# YOUR ASSIGNMENT:
Using the records provided below, locate and copy each line that contains the word "Michael".

Stored data entries:
◇ ◇ ◇ ◇ ◇
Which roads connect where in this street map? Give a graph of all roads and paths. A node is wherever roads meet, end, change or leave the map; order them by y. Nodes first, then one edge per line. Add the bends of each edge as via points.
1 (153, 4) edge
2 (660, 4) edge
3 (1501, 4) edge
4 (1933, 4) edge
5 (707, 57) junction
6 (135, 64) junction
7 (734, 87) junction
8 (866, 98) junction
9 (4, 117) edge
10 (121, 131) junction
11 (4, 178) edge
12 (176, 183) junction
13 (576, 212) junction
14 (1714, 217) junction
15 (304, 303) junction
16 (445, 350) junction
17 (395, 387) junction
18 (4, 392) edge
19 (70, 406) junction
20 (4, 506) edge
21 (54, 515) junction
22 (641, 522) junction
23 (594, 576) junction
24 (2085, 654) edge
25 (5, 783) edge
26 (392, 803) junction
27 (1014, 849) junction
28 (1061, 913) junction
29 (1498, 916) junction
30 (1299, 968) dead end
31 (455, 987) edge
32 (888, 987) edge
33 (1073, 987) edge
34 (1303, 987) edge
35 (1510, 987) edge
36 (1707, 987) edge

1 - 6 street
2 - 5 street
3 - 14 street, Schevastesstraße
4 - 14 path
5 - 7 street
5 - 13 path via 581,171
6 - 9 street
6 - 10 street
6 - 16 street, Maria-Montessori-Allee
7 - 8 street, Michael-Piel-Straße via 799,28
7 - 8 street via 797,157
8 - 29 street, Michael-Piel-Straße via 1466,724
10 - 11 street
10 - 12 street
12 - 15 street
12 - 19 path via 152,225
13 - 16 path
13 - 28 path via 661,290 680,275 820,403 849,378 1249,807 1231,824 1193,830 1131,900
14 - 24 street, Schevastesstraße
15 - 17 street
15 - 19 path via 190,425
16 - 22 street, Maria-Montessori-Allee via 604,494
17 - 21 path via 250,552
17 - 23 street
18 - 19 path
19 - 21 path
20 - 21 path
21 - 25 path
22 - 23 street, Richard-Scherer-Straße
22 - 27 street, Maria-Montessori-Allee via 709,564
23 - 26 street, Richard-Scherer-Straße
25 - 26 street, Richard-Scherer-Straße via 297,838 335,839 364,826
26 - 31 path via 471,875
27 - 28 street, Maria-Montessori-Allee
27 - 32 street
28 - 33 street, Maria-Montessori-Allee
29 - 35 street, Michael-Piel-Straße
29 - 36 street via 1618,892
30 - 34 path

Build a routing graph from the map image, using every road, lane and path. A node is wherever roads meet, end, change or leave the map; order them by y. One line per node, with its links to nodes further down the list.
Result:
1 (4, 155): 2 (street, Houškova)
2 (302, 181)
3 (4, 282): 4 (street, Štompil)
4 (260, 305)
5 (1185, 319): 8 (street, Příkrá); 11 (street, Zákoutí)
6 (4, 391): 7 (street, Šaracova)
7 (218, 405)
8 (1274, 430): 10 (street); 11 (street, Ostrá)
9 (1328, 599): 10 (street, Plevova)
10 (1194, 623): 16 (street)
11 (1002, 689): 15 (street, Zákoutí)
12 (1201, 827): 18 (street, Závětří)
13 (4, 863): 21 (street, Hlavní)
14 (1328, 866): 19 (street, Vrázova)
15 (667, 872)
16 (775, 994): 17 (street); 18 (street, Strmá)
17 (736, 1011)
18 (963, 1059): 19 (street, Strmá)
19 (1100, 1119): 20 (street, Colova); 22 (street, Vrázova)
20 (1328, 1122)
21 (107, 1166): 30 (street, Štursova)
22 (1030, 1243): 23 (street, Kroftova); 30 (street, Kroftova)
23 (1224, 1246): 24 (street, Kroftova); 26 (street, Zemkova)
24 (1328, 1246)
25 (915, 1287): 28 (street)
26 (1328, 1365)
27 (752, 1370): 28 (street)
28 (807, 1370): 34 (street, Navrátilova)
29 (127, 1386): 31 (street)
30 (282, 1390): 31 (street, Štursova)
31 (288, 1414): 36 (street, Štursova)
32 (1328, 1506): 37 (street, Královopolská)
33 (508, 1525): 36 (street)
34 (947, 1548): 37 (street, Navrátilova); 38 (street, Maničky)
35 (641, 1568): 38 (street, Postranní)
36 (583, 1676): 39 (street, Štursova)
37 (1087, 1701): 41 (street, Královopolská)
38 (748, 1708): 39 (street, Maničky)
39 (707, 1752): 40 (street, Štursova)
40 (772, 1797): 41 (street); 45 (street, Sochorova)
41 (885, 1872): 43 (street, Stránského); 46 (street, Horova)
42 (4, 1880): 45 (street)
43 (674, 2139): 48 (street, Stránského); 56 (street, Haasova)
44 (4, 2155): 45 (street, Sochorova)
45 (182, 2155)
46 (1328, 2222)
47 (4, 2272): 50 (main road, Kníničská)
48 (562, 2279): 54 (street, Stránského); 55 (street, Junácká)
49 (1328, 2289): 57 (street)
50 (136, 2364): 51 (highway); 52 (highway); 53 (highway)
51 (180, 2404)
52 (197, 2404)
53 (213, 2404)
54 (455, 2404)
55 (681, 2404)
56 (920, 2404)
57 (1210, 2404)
◇ ◇ ◇ ◇ ◇
# TASK SOLUTION:
7 - 8 street, Michael-Piel-Straße via 799,28
8 - 29 street, Michael-Piel-Straße via 1466,724
29 - 35 street, Michael-Piel-Straße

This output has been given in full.